[Required work]
What is the number of lines below that include "currentColor"? Give that number alone.
*** Opening of Information provided ***
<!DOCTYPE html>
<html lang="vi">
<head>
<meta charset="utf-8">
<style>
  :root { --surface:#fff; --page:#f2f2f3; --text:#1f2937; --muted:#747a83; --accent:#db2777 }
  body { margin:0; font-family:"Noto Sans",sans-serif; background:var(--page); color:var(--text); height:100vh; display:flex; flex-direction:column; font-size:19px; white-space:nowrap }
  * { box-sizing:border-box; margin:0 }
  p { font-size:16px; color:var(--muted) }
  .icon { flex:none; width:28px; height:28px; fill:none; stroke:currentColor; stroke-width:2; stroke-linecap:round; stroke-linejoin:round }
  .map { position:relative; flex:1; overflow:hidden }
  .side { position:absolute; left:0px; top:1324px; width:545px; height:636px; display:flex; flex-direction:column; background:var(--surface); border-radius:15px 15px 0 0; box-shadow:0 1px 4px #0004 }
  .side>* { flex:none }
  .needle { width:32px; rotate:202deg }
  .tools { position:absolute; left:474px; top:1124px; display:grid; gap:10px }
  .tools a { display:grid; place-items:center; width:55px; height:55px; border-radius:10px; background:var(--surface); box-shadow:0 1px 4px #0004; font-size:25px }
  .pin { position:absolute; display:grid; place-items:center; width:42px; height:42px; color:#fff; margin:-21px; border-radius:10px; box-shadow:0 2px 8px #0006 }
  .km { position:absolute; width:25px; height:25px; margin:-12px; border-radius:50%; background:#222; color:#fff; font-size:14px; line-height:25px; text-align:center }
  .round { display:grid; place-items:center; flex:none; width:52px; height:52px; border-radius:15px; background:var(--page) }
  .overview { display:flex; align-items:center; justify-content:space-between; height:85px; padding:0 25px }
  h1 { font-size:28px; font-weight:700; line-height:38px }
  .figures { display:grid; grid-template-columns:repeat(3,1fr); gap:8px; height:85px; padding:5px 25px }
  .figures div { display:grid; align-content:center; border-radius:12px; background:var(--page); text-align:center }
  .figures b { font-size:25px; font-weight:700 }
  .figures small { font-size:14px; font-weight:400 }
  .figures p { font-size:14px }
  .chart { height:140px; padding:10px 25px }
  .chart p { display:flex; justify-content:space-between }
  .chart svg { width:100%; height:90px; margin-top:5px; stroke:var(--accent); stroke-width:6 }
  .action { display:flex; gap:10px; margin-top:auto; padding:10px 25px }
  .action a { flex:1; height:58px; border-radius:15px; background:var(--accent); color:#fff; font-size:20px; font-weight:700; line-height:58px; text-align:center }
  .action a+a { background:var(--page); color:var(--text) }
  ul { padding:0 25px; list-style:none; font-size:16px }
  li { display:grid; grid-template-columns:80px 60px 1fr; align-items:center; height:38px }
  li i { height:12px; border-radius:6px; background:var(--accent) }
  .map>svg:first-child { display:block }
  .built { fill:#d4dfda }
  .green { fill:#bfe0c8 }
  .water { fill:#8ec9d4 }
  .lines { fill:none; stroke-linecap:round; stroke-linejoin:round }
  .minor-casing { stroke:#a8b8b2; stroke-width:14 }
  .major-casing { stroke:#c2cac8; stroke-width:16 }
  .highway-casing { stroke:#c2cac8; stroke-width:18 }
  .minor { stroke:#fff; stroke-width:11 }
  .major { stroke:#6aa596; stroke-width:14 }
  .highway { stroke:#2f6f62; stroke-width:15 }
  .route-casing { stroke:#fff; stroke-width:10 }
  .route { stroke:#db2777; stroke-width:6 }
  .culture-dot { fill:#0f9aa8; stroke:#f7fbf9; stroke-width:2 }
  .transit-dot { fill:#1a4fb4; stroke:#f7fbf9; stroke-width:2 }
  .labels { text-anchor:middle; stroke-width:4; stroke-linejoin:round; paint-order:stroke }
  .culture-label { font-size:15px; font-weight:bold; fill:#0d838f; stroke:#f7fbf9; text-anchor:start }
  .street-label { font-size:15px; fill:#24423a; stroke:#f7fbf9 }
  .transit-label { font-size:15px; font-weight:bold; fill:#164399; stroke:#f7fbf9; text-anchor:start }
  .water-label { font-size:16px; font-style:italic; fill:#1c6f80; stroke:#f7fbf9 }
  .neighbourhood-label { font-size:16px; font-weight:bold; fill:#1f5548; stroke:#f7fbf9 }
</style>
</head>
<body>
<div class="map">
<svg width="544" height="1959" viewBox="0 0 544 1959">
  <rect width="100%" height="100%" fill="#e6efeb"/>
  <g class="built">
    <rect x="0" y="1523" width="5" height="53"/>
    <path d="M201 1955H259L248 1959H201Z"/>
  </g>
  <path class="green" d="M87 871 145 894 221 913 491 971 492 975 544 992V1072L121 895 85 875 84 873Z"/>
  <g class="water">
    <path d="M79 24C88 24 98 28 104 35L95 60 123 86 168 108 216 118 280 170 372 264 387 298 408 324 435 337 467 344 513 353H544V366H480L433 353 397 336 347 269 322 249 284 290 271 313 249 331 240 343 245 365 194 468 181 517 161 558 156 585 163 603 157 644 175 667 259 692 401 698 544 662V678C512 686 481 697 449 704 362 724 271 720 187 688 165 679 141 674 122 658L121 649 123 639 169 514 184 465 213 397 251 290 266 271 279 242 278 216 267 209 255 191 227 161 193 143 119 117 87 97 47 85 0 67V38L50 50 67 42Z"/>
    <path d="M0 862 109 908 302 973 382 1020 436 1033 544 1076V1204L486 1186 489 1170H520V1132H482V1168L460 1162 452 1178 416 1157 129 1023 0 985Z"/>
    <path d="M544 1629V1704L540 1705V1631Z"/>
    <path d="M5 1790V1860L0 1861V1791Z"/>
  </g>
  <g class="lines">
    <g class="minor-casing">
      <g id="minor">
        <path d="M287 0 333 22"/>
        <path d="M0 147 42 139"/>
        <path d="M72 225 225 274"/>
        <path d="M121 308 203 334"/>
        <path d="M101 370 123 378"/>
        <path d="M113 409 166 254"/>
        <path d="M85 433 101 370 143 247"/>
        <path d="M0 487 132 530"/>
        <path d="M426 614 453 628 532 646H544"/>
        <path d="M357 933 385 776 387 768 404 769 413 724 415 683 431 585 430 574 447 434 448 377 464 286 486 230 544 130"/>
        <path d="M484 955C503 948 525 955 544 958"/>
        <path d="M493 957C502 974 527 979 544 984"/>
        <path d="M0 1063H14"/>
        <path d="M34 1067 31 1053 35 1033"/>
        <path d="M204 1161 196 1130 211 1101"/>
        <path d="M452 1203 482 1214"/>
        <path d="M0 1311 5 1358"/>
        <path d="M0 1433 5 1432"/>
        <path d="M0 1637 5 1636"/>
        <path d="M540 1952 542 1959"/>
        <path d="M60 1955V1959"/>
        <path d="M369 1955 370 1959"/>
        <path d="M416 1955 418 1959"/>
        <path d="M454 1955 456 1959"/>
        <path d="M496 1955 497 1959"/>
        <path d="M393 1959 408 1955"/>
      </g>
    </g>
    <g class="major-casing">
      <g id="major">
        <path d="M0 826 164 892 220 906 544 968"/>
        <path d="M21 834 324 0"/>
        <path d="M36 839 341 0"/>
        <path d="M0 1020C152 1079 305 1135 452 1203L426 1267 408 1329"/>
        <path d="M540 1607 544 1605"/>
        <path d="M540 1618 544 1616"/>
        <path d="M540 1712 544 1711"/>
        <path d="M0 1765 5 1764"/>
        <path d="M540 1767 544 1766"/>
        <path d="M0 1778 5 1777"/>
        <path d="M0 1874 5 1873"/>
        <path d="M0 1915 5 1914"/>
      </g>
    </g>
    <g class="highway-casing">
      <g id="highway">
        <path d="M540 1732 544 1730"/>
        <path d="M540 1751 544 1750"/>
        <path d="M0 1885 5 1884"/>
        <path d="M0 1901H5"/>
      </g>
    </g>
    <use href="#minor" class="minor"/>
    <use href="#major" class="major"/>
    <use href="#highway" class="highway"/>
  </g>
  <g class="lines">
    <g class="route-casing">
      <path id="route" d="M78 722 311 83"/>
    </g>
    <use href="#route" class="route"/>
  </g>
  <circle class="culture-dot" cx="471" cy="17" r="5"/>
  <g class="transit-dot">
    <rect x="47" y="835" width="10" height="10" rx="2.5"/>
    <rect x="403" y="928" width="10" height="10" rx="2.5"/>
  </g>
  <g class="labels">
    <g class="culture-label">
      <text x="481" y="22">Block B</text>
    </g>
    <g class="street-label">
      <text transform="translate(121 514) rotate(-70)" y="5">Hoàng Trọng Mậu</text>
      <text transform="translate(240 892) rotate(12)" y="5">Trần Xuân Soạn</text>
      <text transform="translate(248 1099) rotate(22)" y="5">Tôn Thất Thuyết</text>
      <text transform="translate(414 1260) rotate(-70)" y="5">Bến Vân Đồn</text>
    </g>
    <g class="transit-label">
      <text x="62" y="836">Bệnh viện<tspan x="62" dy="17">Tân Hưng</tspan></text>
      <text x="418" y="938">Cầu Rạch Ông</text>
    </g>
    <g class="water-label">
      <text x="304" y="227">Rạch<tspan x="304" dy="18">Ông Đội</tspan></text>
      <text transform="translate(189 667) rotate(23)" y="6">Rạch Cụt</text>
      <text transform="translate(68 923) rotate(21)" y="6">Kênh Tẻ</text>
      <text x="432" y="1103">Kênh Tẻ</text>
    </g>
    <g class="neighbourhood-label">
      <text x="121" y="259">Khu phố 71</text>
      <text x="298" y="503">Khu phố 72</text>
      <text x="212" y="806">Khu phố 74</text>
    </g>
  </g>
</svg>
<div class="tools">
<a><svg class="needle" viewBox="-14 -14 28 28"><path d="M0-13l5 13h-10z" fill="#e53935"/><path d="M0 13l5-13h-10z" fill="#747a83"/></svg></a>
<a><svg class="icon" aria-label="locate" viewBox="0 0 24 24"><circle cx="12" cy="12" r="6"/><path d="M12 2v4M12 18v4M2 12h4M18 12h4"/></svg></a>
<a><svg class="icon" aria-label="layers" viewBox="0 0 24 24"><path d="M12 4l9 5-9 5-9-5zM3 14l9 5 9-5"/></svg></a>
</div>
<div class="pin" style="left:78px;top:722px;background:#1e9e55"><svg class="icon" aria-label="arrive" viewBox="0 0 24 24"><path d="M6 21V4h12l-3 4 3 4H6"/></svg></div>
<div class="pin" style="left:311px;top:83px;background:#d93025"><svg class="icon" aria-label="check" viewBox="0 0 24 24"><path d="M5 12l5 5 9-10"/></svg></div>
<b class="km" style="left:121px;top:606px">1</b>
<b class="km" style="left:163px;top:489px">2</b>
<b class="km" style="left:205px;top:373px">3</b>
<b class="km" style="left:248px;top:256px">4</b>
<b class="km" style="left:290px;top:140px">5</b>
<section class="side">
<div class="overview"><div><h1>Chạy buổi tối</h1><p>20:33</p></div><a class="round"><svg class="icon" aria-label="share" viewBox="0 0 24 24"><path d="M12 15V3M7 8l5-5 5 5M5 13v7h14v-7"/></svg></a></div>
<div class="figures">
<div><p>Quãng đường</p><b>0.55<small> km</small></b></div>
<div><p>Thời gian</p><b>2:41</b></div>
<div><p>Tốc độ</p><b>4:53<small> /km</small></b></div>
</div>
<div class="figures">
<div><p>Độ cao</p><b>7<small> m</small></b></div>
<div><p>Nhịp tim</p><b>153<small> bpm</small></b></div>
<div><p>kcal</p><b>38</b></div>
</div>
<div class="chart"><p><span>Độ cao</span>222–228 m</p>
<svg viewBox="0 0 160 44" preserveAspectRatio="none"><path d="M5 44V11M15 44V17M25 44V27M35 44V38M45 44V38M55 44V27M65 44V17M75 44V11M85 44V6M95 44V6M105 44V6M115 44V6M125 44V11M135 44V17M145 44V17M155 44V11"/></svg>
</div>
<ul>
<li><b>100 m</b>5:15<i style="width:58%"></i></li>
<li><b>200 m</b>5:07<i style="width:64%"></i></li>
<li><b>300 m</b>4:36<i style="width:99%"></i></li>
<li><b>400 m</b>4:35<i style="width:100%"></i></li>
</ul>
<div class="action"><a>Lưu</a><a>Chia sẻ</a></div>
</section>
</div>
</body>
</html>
*** Close of Information provided ***
*** Opening of Information provided ***
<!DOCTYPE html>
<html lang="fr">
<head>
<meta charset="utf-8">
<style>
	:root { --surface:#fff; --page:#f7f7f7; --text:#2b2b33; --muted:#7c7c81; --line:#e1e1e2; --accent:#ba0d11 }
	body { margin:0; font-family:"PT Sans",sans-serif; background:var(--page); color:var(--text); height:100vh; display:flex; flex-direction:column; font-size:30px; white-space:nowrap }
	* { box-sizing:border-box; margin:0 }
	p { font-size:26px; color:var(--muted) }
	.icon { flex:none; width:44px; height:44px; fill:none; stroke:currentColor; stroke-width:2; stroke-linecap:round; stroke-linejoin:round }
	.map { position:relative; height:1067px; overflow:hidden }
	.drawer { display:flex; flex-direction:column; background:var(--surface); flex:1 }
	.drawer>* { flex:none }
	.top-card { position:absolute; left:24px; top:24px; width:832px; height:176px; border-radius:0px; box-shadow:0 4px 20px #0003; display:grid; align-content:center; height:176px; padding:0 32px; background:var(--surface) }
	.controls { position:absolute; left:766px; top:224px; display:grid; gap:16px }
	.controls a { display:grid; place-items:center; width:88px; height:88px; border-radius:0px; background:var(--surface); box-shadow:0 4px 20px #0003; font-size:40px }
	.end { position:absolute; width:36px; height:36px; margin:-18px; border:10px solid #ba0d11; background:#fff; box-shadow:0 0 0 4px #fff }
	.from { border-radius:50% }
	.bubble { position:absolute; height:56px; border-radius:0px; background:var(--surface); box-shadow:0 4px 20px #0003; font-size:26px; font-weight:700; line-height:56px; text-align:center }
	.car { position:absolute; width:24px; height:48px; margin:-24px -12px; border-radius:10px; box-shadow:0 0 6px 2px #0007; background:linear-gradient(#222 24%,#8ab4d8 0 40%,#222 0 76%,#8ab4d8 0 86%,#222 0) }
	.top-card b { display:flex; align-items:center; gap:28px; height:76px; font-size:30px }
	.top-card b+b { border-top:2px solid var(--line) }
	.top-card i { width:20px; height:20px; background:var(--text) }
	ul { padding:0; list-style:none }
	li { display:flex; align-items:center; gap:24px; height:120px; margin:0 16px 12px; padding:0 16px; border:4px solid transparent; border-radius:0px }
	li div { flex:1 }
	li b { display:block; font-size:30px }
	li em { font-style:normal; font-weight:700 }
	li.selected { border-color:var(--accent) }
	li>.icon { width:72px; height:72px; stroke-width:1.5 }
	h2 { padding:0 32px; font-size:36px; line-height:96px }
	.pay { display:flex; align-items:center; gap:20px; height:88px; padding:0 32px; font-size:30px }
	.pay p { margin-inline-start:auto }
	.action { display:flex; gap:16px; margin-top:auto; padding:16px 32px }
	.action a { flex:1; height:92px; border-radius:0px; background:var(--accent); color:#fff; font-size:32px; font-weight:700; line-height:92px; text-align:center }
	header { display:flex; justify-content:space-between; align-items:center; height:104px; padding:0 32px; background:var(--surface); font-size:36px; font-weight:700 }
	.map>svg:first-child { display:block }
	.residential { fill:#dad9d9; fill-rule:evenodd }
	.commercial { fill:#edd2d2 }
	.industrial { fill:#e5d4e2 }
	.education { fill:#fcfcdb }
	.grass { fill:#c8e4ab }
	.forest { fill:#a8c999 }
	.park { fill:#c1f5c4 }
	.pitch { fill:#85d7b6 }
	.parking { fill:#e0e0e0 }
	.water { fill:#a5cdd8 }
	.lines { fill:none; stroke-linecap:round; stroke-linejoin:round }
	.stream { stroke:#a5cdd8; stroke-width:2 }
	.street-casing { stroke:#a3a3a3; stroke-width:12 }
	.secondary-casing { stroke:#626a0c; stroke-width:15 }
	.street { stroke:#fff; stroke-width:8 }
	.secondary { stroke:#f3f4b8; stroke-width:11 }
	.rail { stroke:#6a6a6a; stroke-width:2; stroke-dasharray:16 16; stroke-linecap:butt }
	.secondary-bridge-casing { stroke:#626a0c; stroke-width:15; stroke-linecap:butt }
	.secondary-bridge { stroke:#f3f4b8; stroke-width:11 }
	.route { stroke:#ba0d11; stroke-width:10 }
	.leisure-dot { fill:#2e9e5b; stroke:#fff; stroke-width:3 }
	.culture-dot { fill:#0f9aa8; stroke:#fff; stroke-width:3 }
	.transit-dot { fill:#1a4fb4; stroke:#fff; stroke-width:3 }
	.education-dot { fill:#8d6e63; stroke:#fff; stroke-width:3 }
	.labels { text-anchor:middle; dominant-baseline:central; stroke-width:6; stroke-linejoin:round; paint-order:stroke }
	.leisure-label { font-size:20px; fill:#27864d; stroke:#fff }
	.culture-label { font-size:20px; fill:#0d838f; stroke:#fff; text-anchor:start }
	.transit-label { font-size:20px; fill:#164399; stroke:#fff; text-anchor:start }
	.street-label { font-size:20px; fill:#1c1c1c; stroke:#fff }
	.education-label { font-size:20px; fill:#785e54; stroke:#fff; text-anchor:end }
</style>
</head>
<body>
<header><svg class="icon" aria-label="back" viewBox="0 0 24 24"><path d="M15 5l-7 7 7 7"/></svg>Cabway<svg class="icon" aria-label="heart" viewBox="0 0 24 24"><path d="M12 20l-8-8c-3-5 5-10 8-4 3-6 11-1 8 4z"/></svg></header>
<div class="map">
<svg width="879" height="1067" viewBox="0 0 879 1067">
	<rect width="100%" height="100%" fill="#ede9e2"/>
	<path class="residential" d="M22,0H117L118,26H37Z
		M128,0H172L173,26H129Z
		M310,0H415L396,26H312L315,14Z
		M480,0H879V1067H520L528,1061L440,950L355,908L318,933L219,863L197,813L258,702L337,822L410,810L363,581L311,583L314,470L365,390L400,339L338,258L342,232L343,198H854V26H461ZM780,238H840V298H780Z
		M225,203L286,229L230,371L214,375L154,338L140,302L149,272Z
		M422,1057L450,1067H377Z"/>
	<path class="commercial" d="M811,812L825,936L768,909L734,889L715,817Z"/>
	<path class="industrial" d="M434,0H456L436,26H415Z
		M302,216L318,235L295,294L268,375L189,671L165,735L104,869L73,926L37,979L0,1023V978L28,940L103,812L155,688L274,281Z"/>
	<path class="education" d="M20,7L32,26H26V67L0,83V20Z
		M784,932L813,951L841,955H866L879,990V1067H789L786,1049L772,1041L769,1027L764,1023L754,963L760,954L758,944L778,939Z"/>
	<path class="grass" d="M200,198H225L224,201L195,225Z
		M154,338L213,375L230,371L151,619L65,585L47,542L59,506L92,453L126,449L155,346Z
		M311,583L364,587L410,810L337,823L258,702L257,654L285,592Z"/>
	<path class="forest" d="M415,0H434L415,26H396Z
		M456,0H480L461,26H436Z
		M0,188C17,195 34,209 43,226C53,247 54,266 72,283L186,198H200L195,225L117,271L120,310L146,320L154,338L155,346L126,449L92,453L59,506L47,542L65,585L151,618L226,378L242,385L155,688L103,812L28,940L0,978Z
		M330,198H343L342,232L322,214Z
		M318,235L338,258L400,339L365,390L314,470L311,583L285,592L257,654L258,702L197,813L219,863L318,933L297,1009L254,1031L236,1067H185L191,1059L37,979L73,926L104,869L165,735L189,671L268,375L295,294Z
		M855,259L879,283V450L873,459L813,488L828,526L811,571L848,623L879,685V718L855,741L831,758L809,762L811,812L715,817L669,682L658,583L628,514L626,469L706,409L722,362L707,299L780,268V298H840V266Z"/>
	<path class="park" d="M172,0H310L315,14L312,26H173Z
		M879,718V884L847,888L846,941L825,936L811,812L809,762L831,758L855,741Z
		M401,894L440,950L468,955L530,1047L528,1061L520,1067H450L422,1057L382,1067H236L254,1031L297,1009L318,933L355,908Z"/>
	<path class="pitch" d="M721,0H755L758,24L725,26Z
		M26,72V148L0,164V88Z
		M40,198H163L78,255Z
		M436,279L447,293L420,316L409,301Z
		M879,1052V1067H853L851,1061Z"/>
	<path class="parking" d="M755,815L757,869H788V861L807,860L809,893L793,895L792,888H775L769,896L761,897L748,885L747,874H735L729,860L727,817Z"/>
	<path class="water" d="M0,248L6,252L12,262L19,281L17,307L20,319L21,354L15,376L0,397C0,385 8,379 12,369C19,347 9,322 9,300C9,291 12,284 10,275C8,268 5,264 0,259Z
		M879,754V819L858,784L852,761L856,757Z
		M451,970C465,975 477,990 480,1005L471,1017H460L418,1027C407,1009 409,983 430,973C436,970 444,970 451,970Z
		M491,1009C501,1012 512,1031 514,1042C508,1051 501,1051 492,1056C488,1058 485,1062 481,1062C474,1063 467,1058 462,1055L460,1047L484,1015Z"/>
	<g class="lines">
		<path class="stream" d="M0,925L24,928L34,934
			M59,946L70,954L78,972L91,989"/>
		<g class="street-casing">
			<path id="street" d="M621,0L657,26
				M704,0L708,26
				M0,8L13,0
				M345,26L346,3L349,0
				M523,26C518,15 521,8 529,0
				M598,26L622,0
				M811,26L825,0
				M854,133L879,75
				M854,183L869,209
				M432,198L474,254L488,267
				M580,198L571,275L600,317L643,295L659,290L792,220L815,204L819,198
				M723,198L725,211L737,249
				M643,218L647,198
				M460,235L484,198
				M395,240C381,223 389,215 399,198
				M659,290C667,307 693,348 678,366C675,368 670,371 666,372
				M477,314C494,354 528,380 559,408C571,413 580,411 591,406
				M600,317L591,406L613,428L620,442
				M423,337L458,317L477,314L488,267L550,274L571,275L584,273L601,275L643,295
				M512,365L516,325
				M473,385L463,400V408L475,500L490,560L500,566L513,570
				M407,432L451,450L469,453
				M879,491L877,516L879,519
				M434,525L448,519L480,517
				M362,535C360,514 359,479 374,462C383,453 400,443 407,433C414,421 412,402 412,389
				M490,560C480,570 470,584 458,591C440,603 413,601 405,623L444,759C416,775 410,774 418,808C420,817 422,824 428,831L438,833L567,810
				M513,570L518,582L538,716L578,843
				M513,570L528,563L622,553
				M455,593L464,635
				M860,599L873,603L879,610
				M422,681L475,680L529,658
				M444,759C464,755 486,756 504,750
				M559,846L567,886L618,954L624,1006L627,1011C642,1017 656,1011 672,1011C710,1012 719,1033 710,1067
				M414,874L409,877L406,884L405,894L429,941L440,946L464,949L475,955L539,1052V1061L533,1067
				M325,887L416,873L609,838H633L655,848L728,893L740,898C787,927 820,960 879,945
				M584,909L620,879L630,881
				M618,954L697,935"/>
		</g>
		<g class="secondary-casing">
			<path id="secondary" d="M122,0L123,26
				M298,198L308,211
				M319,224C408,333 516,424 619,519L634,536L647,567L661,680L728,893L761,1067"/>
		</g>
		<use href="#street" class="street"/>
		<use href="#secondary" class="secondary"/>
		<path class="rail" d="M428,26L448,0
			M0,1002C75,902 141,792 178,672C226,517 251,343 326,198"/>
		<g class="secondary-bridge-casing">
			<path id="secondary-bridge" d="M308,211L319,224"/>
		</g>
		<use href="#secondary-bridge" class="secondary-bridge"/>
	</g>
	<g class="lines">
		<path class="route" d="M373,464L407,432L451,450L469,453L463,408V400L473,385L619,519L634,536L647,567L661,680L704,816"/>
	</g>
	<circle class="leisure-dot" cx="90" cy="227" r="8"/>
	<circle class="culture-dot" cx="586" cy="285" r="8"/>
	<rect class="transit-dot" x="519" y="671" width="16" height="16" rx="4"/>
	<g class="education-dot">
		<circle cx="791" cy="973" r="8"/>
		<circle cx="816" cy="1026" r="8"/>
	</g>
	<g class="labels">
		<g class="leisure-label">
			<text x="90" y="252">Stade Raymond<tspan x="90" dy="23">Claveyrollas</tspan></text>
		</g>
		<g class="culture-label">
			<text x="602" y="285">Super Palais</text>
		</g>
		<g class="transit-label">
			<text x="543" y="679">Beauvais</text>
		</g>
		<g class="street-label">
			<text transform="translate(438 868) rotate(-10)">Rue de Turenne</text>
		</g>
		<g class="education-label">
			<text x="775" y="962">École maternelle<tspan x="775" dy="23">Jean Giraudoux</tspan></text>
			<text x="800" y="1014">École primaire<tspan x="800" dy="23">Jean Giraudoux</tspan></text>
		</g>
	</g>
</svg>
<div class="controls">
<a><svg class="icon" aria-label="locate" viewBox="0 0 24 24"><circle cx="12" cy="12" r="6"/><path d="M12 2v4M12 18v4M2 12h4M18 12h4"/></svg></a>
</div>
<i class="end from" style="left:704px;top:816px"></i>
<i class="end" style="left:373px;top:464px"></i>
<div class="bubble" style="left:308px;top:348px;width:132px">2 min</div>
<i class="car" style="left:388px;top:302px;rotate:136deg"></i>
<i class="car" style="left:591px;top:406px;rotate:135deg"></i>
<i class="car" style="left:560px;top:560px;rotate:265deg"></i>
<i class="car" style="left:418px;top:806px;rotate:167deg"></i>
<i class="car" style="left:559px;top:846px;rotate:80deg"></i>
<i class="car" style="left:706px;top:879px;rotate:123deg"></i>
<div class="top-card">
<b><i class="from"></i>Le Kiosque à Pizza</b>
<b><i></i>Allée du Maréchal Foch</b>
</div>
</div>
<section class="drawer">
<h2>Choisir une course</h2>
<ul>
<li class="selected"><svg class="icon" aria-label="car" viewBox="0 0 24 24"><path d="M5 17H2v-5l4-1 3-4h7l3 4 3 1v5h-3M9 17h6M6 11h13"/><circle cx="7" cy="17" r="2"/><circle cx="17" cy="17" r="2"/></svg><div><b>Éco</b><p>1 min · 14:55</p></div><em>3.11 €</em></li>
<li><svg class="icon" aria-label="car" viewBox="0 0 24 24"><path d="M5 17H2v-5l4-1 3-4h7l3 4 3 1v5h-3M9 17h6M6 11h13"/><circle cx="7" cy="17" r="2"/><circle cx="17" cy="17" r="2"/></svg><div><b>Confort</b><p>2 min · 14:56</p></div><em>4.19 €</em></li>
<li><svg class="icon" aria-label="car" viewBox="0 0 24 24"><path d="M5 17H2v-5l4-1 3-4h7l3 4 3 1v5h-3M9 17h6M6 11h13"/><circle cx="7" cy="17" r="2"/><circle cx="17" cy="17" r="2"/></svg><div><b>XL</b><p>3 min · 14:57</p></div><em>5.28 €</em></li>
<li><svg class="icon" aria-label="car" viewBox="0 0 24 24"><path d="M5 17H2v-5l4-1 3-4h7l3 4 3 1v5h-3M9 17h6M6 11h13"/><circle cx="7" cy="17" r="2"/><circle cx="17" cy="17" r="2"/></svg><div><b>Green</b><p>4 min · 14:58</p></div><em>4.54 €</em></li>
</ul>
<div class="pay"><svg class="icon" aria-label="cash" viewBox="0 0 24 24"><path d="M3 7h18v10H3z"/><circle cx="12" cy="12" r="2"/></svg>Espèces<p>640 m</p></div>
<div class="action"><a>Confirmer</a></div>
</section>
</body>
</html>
*** Close of Information provided ***
[Finished exercise]
2